It did not take me long to bring the Samurai Battles to the table for another face-to-face session. The recently unboxed game makes really great impression – both from aesthetic but also game-play point of view. The initial AAR of Arita Castle 1517 AD was very well received among Dear Readers so today I would like to continue with picture-rich session reports, sharing here and there my observations about that position.
As always let me provide some more information about the game to those of you who hear about this title for first time – or did not have a chance to familiarize more deeply. Above unboxing with game components, below some more info on the theme and rules.
The Commands & Colors: Samurai Battles game allow players to portray important engagements of Japanese history mainly XVI century. The battles, included in the thick scenario booklet, focus on the historical deployment of forces and important terrain features in scale with the game system. The scale of the game is flexible and varies from battle to battle. For some scenarios, an infantry unit may represent an entire clan of soldiers, while in other scenarios a unit may represent just a few brave warriors.
The game follows the well-proven mechanics of Commands (cards driving the moves and creating Fog of War) and Colors (the units designation, having huge impact on battle results). The dices allows us to quickly resolve all battles and the components in the box allow for creation of countless scenarios. In essence, Richard Borg at his best!
So without further delays, let us move to reports!
Okehazama 1560 AD (Border Fort Marune)
In June of 1560, Imagawa Yoshimoto assembled a large army with a dream of rising above a local daimyo to become shogunate of all Japan. All that stood in his path to Kyoto, Japan’s capital city, was and old rival, Oda Nobunaga. Yoshomito’s first objective on the march was to secure the Oda controlled border forts. He ordered Motoyasu to attack Marune and after a sharp attack against teh fort, Motoyasu retired to a prepared position. The fort’s garrison unwisely pursued the retiring forces and Motoyasu sprung his trap and the garrison force was destroyed and the fort captured.
One of the features of my C&C plays is grouping some of the scenarios into the linked, chronological and logically connected sets.
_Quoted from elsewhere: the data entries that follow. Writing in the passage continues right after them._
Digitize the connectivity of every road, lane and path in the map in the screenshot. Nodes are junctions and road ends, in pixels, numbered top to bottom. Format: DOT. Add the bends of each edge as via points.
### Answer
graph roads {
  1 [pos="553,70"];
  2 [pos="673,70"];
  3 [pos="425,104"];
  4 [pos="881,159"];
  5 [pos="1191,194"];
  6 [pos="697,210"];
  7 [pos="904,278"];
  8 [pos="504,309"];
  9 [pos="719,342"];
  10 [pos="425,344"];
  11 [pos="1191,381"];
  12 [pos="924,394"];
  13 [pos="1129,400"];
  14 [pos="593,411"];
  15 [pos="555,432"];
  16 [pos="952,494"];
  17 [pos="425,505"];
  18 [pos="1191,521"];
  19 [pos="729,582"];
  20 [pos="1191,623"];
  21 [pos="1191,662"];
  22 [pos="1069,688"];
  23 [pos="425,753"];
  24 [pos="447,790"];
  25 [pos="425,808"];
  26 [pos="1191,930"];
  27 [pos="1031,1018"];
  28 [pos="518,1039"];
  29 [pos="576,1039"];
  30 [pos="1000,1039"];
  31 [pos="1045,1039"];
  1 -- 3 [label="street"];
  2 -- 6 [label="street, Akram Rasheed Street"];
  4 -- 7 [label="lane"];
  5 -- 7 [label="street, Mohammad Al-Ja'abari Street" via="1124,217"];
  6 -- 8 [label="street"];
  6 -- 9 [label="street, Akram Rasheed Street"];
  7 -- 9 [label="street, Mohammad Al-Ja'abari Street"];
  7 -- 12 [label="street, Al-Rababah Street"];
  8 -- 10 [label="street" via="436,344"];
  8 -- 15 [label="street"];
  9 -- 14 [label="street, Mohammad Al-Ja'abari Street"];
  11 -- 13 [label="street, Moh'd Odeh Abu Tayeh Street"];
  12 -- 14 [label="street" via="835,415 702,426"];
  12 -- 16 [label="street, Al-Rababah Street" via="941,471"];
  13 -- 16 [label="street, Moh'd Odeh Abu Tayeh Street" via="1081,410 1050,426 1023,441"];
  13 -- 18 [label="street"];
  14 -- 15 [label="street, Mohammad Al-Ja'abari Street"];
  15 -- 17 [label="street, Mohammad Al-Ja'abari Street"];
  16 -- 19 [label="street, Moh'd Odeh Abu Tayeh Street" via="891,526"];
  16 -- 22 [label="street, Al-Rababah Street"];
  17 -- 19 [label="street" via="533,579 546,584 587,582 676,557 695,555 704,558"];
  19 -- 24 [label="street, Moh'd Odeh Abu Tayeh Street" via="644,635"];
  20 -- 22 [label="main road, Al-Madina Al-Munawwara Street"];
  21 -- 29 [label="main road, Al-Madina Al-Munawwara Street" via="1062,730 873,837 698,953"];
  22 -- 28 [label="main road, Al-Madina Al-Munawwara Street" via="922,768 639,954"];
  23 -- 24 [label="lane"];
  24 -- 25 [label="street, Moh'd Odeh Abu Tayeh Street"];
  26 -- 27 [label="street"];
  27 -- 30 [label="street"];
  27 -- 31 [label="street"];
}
This usually means some particular battle being separated into couple of phases. That process can be done based on timeline – as it will be in below example – with battle interlude, main action and final phase. But the split can be also based on troops location – like overview scenario, left flank, right flank, etc. I find both approaches enjoyable and allowing for much closer familiarization with the particular historical event.
This time I had a possibility to introduce new player to C&C Samurai Battles – Lukasz. We first played the Scenario 1 – the training one, and then plunged into the historical battle of Okehazama. This two-scenarios battle is quite well suited for the introductory games, with both sides having possibility to win at least one engagement. Not to mention it is historically important! Let us see how it went – Michal (Imagawa) vs Luaksz (Oda).
That was supposed to be a piece-of-cake for my forces but transformed into a very close engagement. Death of my leader who was defending the hills was critical here. Fortunately, in the end I managed to achieve historical result.
Okehazama 1560 AD (Dengakuhazama Gorge)
After his army’s success at capturing the Oda border forts of Marune and Washizu, the Imagawa army and its commander Yoshimoto took time to rest and celebrate their victories in a wooden gorge called Dengakuhazama. Nobunaga, hearing of this, quickly set into motion a plan to surprise the enemy’s camp. He first set up a dummy army with hundreds of Oda flags on a nearby hilltop, and then let 3000 men around behind Imagawa camp. A thunderstorm covered his movement and when the storm subsided, the Oda force fell on the camp. Yoshimoto was killed in his command tent and the Imagawa troops fled in all directions.
The second part of Okehazama is a true race with time. You can see below in the set-up how my leader tent is exposed to quick and decisive attack from Lukasz forces. I have pretty good troops but majority of them is far away, at the baseline. Who will prevail?
I am so glad another of my friends was hooked by the Samurai Battles. The results were of secondary importance, the fun from game – a top priority. While the game is probably medium-complexity Commands & Colors position due to second deck, it is also pretty suitable for the new players.